_EXERCISE AIM_
The entries below should be quoted exactly, with no pictures carried over.

(SOURCE DATA)

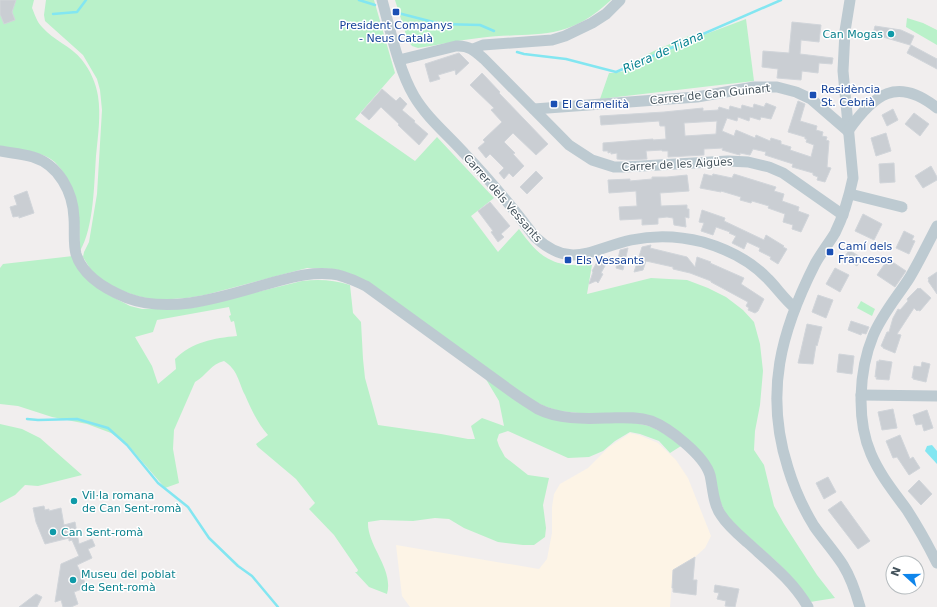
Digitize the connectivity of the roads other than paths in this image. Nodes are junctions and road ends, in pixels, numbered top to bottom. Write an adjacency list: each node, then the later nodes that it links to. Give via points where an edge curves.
1 (382, 0): 5 (street, Carrer dels Vessants)
2 (620, 0): 4 (street, via 592,24 565,36 552,40 483,45)
3 (850, 0): 9 (street, via 843,71)
4 (473, 49): 5 (street, via 456,46); 7 (street, Carrer de les Aigües)
5 (399, 60): 16 (street, Carrer dels Vessants, via 413,94 429,117 485,175 535,237 548,248 561,254 576,256 631,240 654,237 684,238 702,242 744,260 767,278)
6 (937, 108): 8 (street, via 915,94 894,92 880,96)
7 (534, 110): 9 (street, Carrer de Can Guinart, via 697,97 750,87 777,87 811,99); 14 (street, Carrer de les Aigües, via 569,145 603,164 624,167 748,162 783,173)
8 (863, 112): 9 (street); 10 (street)
9 (848, 131): 10 (street)
10 (851, 146): 12 (street, via 853,178)
11 (0, 151): 20 (street, via 33,157 52,167 72,202 76,254 82,266 96,281 128,298 155,304 188,303 302,274 344,276 366,286 538,409 556,416 583,419 632,417 649,420 664,427 691,449 704,464 709,473 720,515 778,569 800,593)
12 (850, 194): 13 (street); 14 (street)
13 (902, 207)
14 (843, 215): 16 (street)
15 (937, 226): 17 (street, via 919,261 873,336 867,354)
16 (795, 308): 21 (street, via 778,370 776,399 780,436 798,495 814,526 844,566)
17 (862, 395): 18 (street); 19 (street, via 862,424 871,454)
18 (937, 396)
19 (937, 562)
20 (808, 607)
21 (860, 607)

(End SOURCE DATA)

_SOLUTION_
Digitize the connectivity of the roads other than paths in this image. Nodes are junctions and road ends, in pixels, numbered top to bottom. Write an adjacency list: each node, then the later nodes that it links to. Give via points where an edge curves.
1 (382, 0): 5 (street, Carrer dels Vessants)
2 (620, 0): 4 (street, via 592,24 565,36 552,40 483,45)
3 (850, 0): 9 (street, via 843,71)
4 (473, 49): 5 (street, via 456,46); 7 (street, Carrer de les Aigües)
5 (399, 60): 16 (street, Carrer dels Vessants, via 413,94 429,117 485,175 535,237 548,248 561,254 576,256 631,240 654,237 684,238 702,242 744,260 767,278)
6 (937, 108): 8 (street, via 915,94 894,92 880,96)
7 (534, 110): 9 (street, Carrer de Can Guinart, via 697,97 750,87 777,87 811,99); 14 (street, Carrer de les Aigües, via 569,145 603,164 624,167 748,162 783,173)
8 (863, 112): 9 (street); 10 (street)
9 (848, 131): 10 (street)
10 (851, 146): 12 (street, via 853,178)
11 (0, 151): 20 (street, via 33,157 52,167 72,202 76,254 82,266 96,281 128,298 155,304 188,303 302,274 344,276 366,286 538,409 556,416 583,419 632,417 649,420 664,427 691,449 704,464 709,473 720,515 778,569 800,593)
12 (850, 194): 13 (street); 14 (street)
13 (902, 207)
14 (843, 215): 16 (street)
15 (937, 226): 17 (street, via 919,261 873,336 867,354)
16 (795, 308): 21 (street, via 778,370 776,399 780,436 798,495 814,526 844,566)
17 (862, 395): 18 (street); 19 (street, via 862,424 871,454)
18 (937, 396)
19 (937, 562)
20 (808, 607)
21 (860, 607)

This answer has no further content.